Post-traumatic stress disorder (PTSD) is a mental health problem that occurs when experiencing or witnessing a traumatic event, such as a traffic accident, a natural disaster, sexual abuse, the abandonment or death of a loved one… Most Of people who suffer a potentially traumatic experience do not develop this disorder, but those who suffer from it may have symptoms such as fear, anxiety, negative thoughts or memories of the traumatic event, sleep disturbances, insecurity, concentration difficulties, social isolation…
A new study by scientists at Duke University (United States) has found that adults who suffer post-traumatic stress have around 2% smaller cerebellum, an area of the brain that helps coordinate movement and balance, and which can influence emotions and memory, which are precisely affected by this disorder. The results of the work have been published in Molecular Psychiatry.
“The differences occurred largely in the posterior lobe, where many of the more cognitive functions attributed to the cerebellum seem to be located, as well as in the vermis, which is linked to many emotional processing functions,” said Ashley Huggins, lead author. of the report she helped conduct the work as a postdoctoral researcher at Duke in psychiatrist Raj Morey’s lab.
Huggins, who is now an assistant professor of psychology at the University of Arizona, hopes these results will encourage other scientists to consider the cerebellum as an important medical target in PTSD patients: “If we know which areas are involved, then we can start.” to focus interventions such as brain stimulation on the cerebellum, and potentially improve treatment outcomes,” he stated.
Focus on the cerebellum for the study and treatment of PTSD
The researchers decided to find out which comes first: whether a smaller cerebellum predisposes a person to develop PTSD, or whether it is suffering from post-traumatic stress disorder that shrinks this area of the brain. They found several brain regions implicated in PTSD, including the amygdala, which is responsible for regulating fear, and the hippocampus, a key center for processing memories and directing them throughout the brain.

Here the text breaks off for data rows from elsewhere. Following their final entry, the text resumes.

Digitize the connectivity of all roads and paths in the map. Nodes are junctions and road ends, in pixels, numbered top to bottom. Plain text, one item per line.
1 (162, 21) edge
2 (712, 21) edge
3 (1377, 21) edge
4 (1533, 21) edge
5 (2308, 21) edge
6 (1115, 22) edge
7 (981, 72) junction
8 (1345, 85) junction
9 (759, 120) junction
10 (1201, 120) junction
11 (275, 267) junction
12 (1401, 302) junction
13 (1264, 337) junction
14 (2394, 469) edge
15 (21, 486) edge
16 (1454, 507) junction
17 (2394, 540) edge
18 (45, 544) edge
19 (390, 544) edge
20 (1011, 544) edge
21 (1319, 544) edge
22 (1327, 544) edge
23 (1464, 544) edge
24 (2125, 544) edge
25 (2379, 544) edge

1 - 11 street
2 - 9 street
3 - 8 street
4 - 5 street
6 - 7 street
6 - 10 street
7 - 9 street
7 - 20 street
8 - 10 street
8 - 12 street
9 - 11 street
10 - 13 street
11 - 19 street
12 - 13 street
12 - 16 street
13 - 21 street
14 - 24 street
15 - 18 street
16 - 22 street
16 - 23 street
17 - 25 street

The cerebellum makes up only 10% of the brain’s total volume, but contains more than half of the brain’s 86 billion nerve cells. “It’s a really complex area,” Huggins said. “If we look at how densely populated with neurons it is in relation to the rest of the brain, it is not surprising that its functions go much more than regulating balance and movement.”
Duke’s Dr. Morey, along with more than 40 other research groups that are part of a broader data-sharing initiative, combined their brain imaging scans to study PTSD as broadly and universally as possible. Finally, they obtained images from 4,215 MRI scans of adults, about a third of whom had been diagnosed with post-traumatic stress disorder.
“When we looked at the severity of PTSD, people who had more severe forms of the disorder had even less cerebellar volume.”
Even with automated software to analyze the thousands of brain scans, Huggins manually reviewed each image to ensure that the boundaries drawn around the cerebellum and its numerous subregions were accurate. The result of this exhaustive methodology was a fairly simple and consistent finding: PTSD patients had approximately 2% smaller cerebellums.
When Huggins focused on specific areas of the cerebellum that influence emotions and memory, he found similar cerebellar reductions in people with PTSD. He also discovered that the worse a person’s PTSD was, the smaller their cerebellum was. “When we looked at the severity of PTSD, people who had more severe forms of the disorder had even smaller cerebellar volume.”
The results are an important first step in looking at how and where PTSD affects the brain. Huggins hopes that this work will help others recognize the cerebellum as an important driver of complex behaviors and processes, as well as a potential target for new and current treatments for people with post-traumatic stress disorder. “If we can better understand what happens in the brain, then we can try to incorporate that information to create more effective treatments that are longer lasting and work for more people,” concludes the researcher.